WHAT TO WORK ON
Please give back every entry in full, word for word, but none of the pictures.

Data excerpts
_____

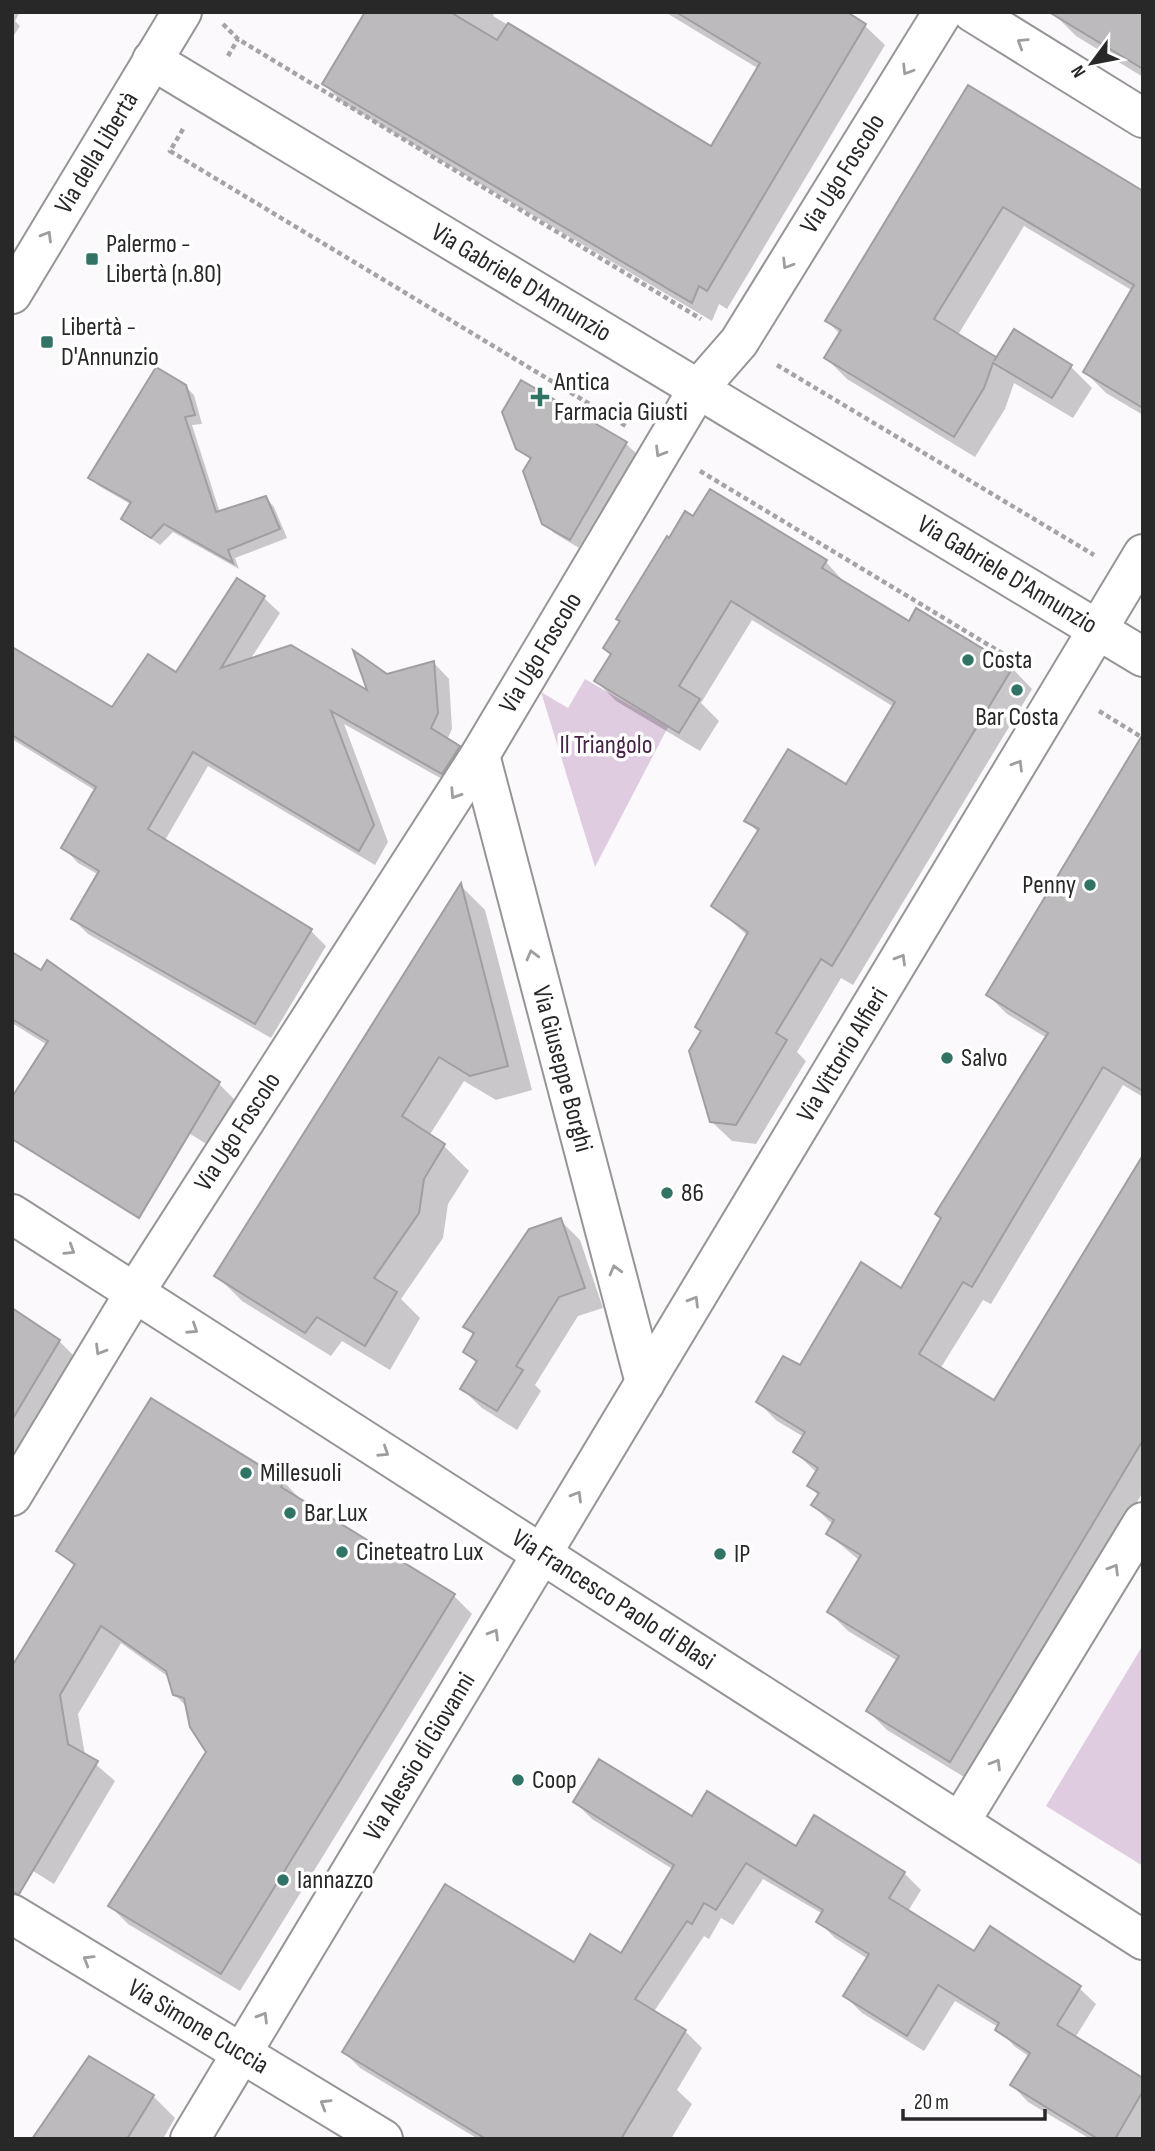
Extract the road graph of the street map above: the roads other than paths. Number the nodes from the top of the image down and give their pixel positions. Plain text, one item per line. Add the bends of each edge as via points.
1 (181, 12) edge
2 (943, 12) edge
3 (972, 12) edge
4 (152, 61) junction
5 (1143, 118) edge
6 (12, 295) edge
7 (698, 389) junction
8 (1136, 565) edge
9 (1098, 630) junction
10 (1143, 657) edge
11 (480, 755) junction
12 (12, 1214) edge
13 (135, 1292) junction
14 (645, 1383) junction
15 (12, 1496) edge
16 (1143, 1522) edge
17 (542, 1554) junction
18 (960, 1822) junction
19 (12, 1914) edge
20 (1143, 1940) edge
21 (241, 2053) junction
22 (190, 2139) edge
23 (383, 2139) edge

1 - 4 street, Via della Libertà
2 -> 7 street, Via Ugo Foscolo via 739,342
5 -> 3 street
6 -> 4 street, Via della Libertà
4 - 7 street, Via Gabriele D'Annunzio
7 - 9 street, Via Gabriele D'Annunzio
7 -> 11 street, Via Ugo Foscolo
8 - 9 street, Via Vittorio Alfieri
9 - 10 street, Via Gabriele D'Annunzio
14 -> 9 street, Via Vittorio Alfieri
11 -> 13 street, Via Ugo Foscolo
14 -> 11 street, Via Giuseppe Borghi
12 -> 13 street, Via Francesco Paolo di Blasi
13 -> 15 street, Via Ugo Foscolo
13 -> 17 street, Via Francesco Paolo di Blasi
17 -> 14 street, Via Vittorio Alfieri
18 -> 16 street
17 - 18 street, Via Francesco Paolo di Blasi
21 -> 17 street, Via Alessio di Giovanni
18 - 20 street, Via Francesco Paolo di Blasi
21 -> 19 street, Via Simone Cuccia
21 - 22 street, Via Alessio di Giovanni
23 -> 21 street, Via Simone Cuccia

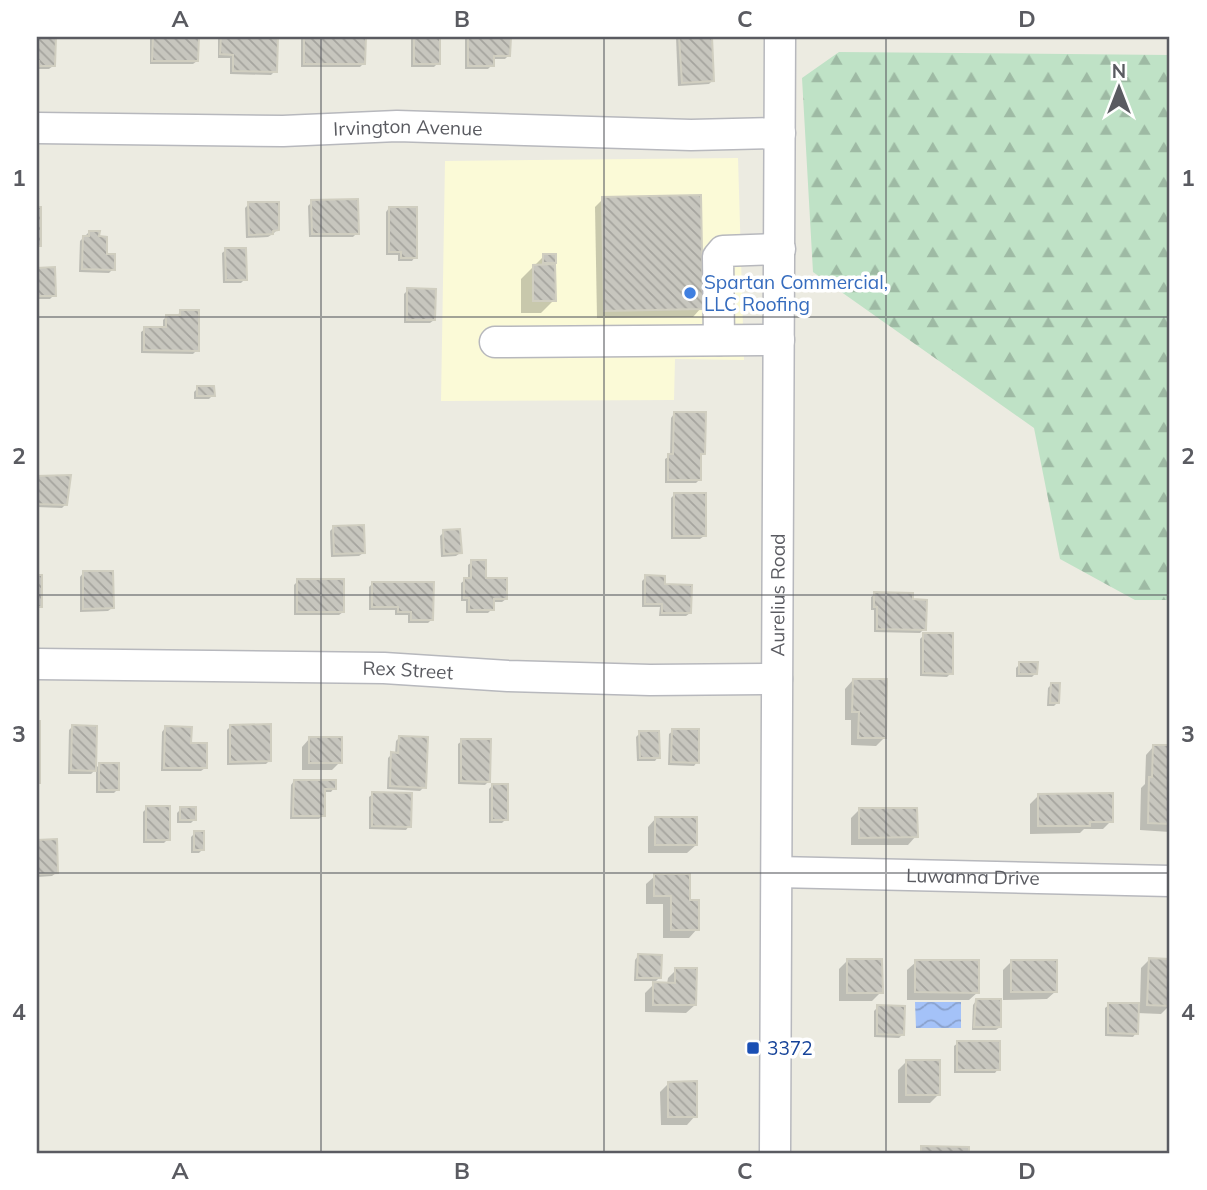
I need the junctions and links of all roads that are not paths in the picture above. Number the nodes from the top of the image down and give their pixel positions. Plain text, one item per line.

_____

ANSWER SPACE
Extract the road graph of the street map above: the roads other than paths. Number the nodes from the top of the image down and give their pixel positions. Plain text, one item per line. Add the bends of each edge as via points.
1 (181, 12) edge
2 (943, 12) edge
3 (972, 12) edge
4 (152, 61) junction
5 (1143, 118) edge
6 (12, 295) edge
7 (698, 389) junction
8 (1136, 565) edge
9 (1098, 630) junction
10 (1143, 657) edge
11 (480, 755) junction
12 (12, 1214) edge
13 (135, 1292) junction
14 (645, 1383) junction
15 (12, 1496) edge
16 (1143, 1522) edge
17 (542, 1554) junction
18 (960, 1822) junction
19 (12, 1914) edge
20 (1143, 1940) edge
21 (241, 2053) junction
22 (190, 2139) edge
23 (383, 2139) edge

1 - 4 street, Via della Libertà
2 -> 7 street, Via Ugo Foscolo via 739,342
5 -> 3 street
6 -> 4 street, Via della Libertà
4 - 7 street, Via Gabriele D'Annunzio
7 - 9 street, Via Gabriele D'Annunzio
7 -> 11 street, Via Ugo Foscolo
8 - 9 street, Via Vittorio Alfieri
9 - 10 street, Via Gabriele D'Annunzio
14 -> 9 street, Via Vittorio Alfieri
11 -> 13 street, Via Ugo Foscolo
14 -> 11 street, Via Giuseppe Borghi
12 -> 13 street, Via Francesco Paolo di Blasi
13 -> 15 street, Via Ugo Foscolo
13 -> 17 street, Via Francesco Paolo di Blasi
17 -> 14 street, Via Vittorio Alfieri
18 -> 16 street
17 - 18 street, Via Francesco Paolo di Blasi
21 -> 17 street, Via Alessio di Giovanni
18 - 20 street, Via Francesco Paolo di Blasi
21 -> 19 street, Via Simone Cuccia
21 - 22 street, Via Alessio di Giovanni
23 -> 21 street, Via Simone Cuccia

I need the junctions and links of all roads that are not paths in the picture above. Number the nodes from the top of the image down and give their pixel positions. Plain text, one item per line.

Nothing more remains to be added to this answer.